A los 91 años, Don Ramón Faustino Marinero entrega su último suspiro a la tierra que amó, dejando un imperio de afectos y un surco vacío en el alma de su pueblo.



​Hoy el cielo de Rodeo no tiene su luz dorada; hoy tiene el color del duelo. Se ha apagado la voz que era trueno en la tribuna y caricia en el hogar. Don Ramón Faustino Marinero, el hombre que nació un día de San Valentín para enseñar al mundo lo que significa el verbo amar, ha decidido que su jornada ha terminado. A los 91 años, sus manos, esas herramientas benditas curtidas por el sol y el arado, se han entrelazado sobre el pecho en un descanso que sabe a eternidad.


​Ya no habrá mates compartidos bajo el sol de invierno en la plaza Federico Cantoni, ni el eco de su risa pícara ganando un envido a sus nietos. El "Rey de un Imperio Familiar" ha dejado su trono de mimbre y madera para pasar a la memoria de los cerros. Se ha marchado el labriego, el esposo de siete décadas de Ana Domitila, el padre de once estrellas que hoy lloran al sol que las guiaba.


​"Pucha, compadre, que vienen más en camino", decía con orgullo. Y sí, Don Ramón, se queda aquí su ejército de ma de 47 nietos, 72 bisnietos y 13 tataranietos, todos portando un pedazo de su nombre, una chispa de su mirada serena y la firmeza de su linaje de pura cepa.


​Es una tristeza que cala hondo, como el agua del río que nunca deja de correr. Se extrañará al hincha de River Plate y del glorioso Cololita, al hombre que desenfundaba la guitarra para que una cueca iglesiana detuviera el tiempo. Hoy, las mesas largas de su casa se sienten infinitamente cortas porque falta la cabecera, falta el brindis con el tinto, falta el aroma del pan recién horneado que él vendía como un gesto de amor a sus vecinos.

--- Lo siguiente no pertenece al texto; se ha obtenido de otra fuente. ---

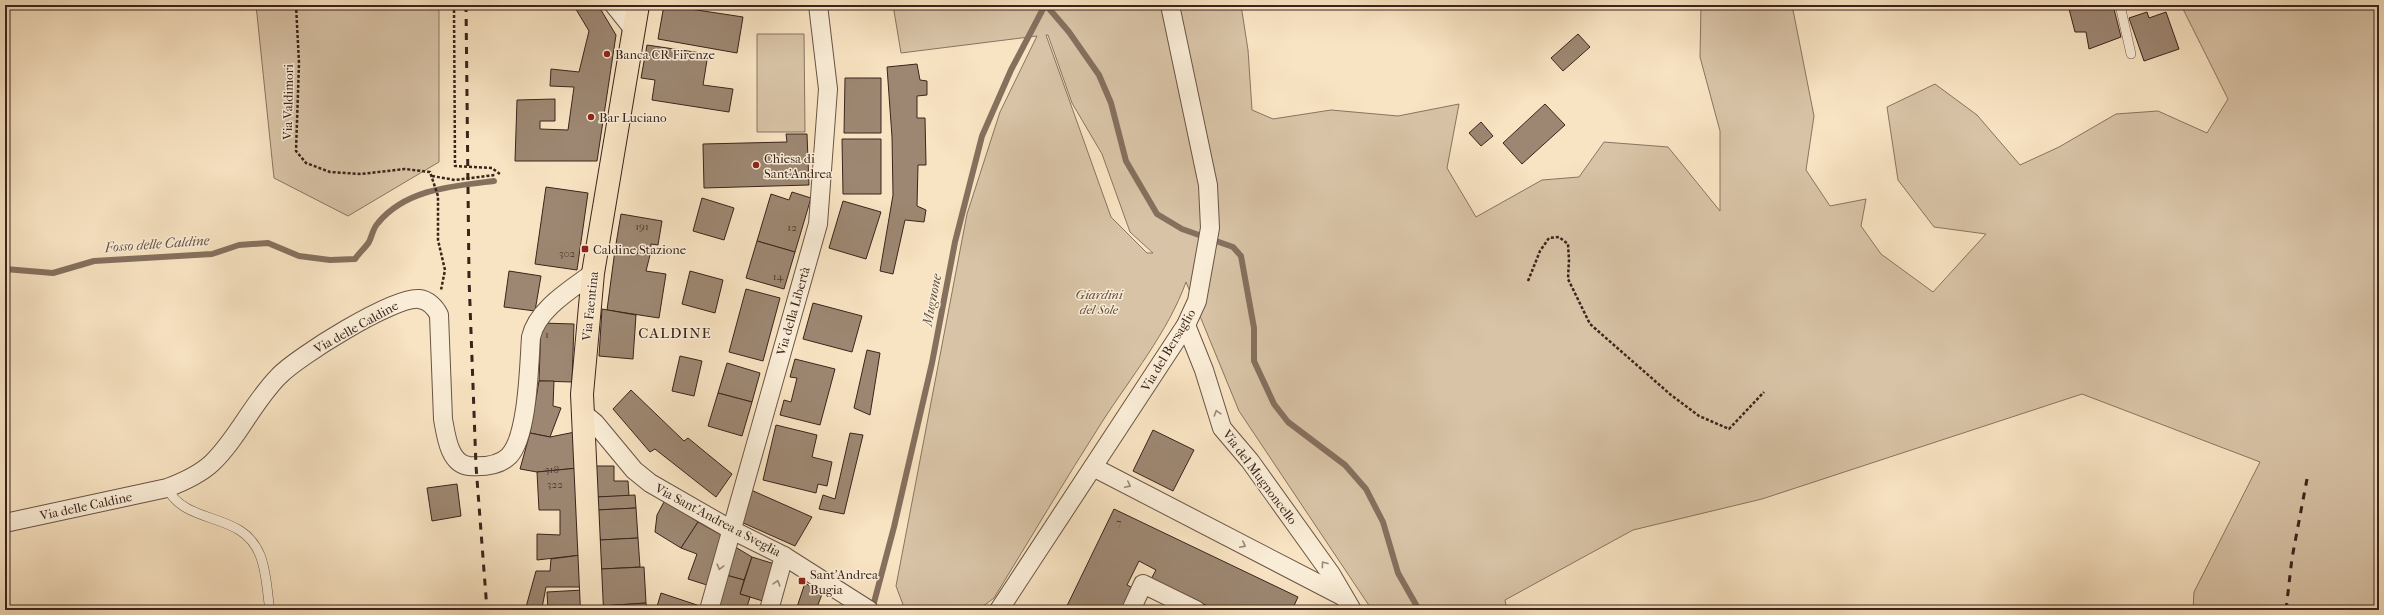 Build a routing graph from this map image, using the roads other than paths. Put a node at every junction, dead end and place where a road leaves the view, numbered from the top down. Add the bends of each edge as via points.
1 (614, 5) edge
2 (638, 5) edge
3 (818, 5) edge
4 (1170, 5) edge
5 (2120, 5) edge
6 (634, 30) junction
7 (2131, 54) dead end
8 (593, 273) junction
9 (1186, 324) junction
10 (582, 412) junction
11 (1093, 467) junction
12 (167, 488) junction
13 (5, 523) edge
14 (730, 529) junction
15 (784, 556) junction
16 (1349, 604) edge
17 (270, 610) edge
18 (592, 610) edge
19 (709, 610) edge
20 (769, 610) edge
21 (869, 610) edge
22 (999, 610) edge
23 (1131, 610) edge
24 (1196, 610) edge

1 - 6 street
2 - 6 main road, Via Faentina
3 - 14 street, Via della Libertà via 828,89 818,224
4 - 9 street, Via del Bersaglio via 1208,185 1208,249 1197,301
5 - 7 lane
6 - 8 main road, Via Faentina
8 - 10 main road, Via Faentina
8 - 12 street, Via delle Caldine via 549,309 536,324 531,337 522,426 511,455 498,463 476,466 462,464 454,456 443,418 439,315 433,306 425,301 408,300 370,317 280,375 213,462 188,480
9 - 11 street, Via del Bersaglio
16 -> 9 street, Via del Mugnoncello via 1250,461 1222,428
10 - 14 street, Via Sant'Andrea a Sveglia via 595,423 634,470 650,483
10 - 18 main road, Via Faentina
11 -> 16 street, Via del Mugnoncello
11 - 22 street, Via del Bersaglio
12 - 13 street, Via delle Caldine
12 - 17 lane via 178,504 233,525 252,541 261,557
14 - 15 street, Via Sant'Andrea a Sveglia
14 -> 19 street, Via della Libertà
20 -> 15 street
15 - 21 street, Via Sant'Andrea a Sveglia
23 - 24 street via 1143,584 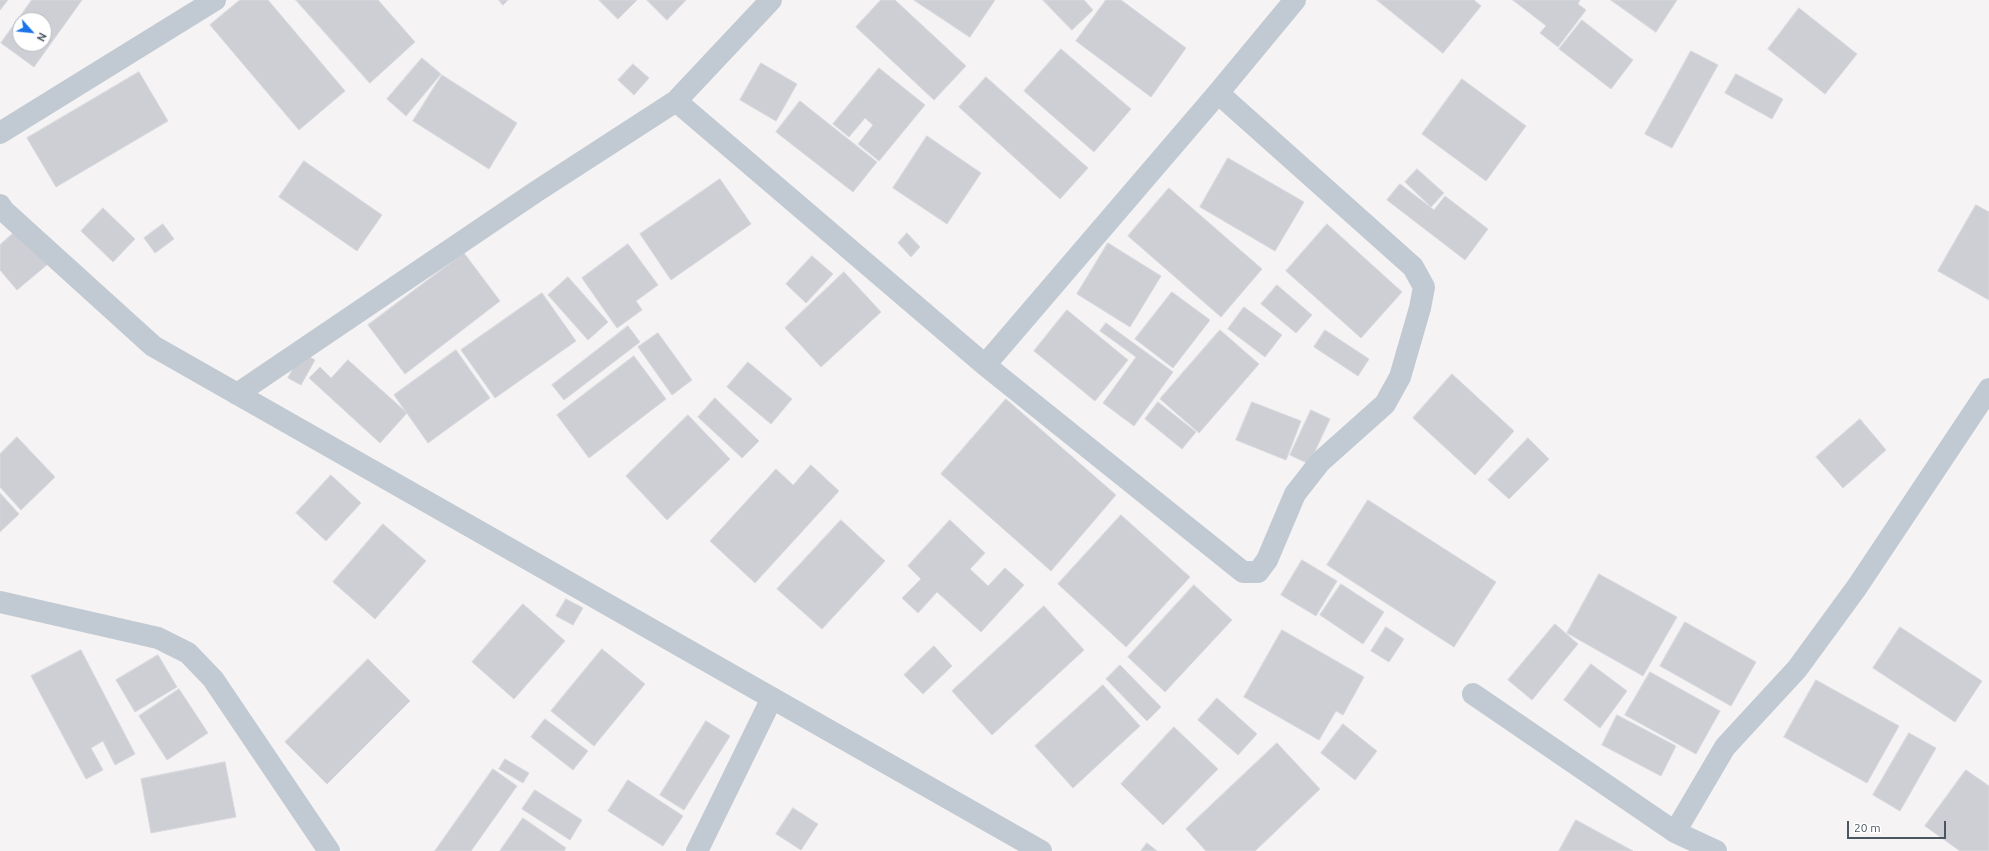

​Don Ramón no ha muerto; ha regresado al suelo que lo parió. Se ha fundido con la acequia, con el tomate maduro y con la lechuga fresca de su siembra. Su andar pausado ahora camina por las nubes de la cordillera, cuidando desde lo alto ese imperio que levantó con sudor y ternura.

Descanse en paz, Don Ramón. La tierra que tanto trabajó hoy lo recibe para guardarlo como su tesoro más preciado. Su huella en la arena del tiempo es ya una herida abierta de nostalgia, pero también una semilla que jamás dejará de brotar.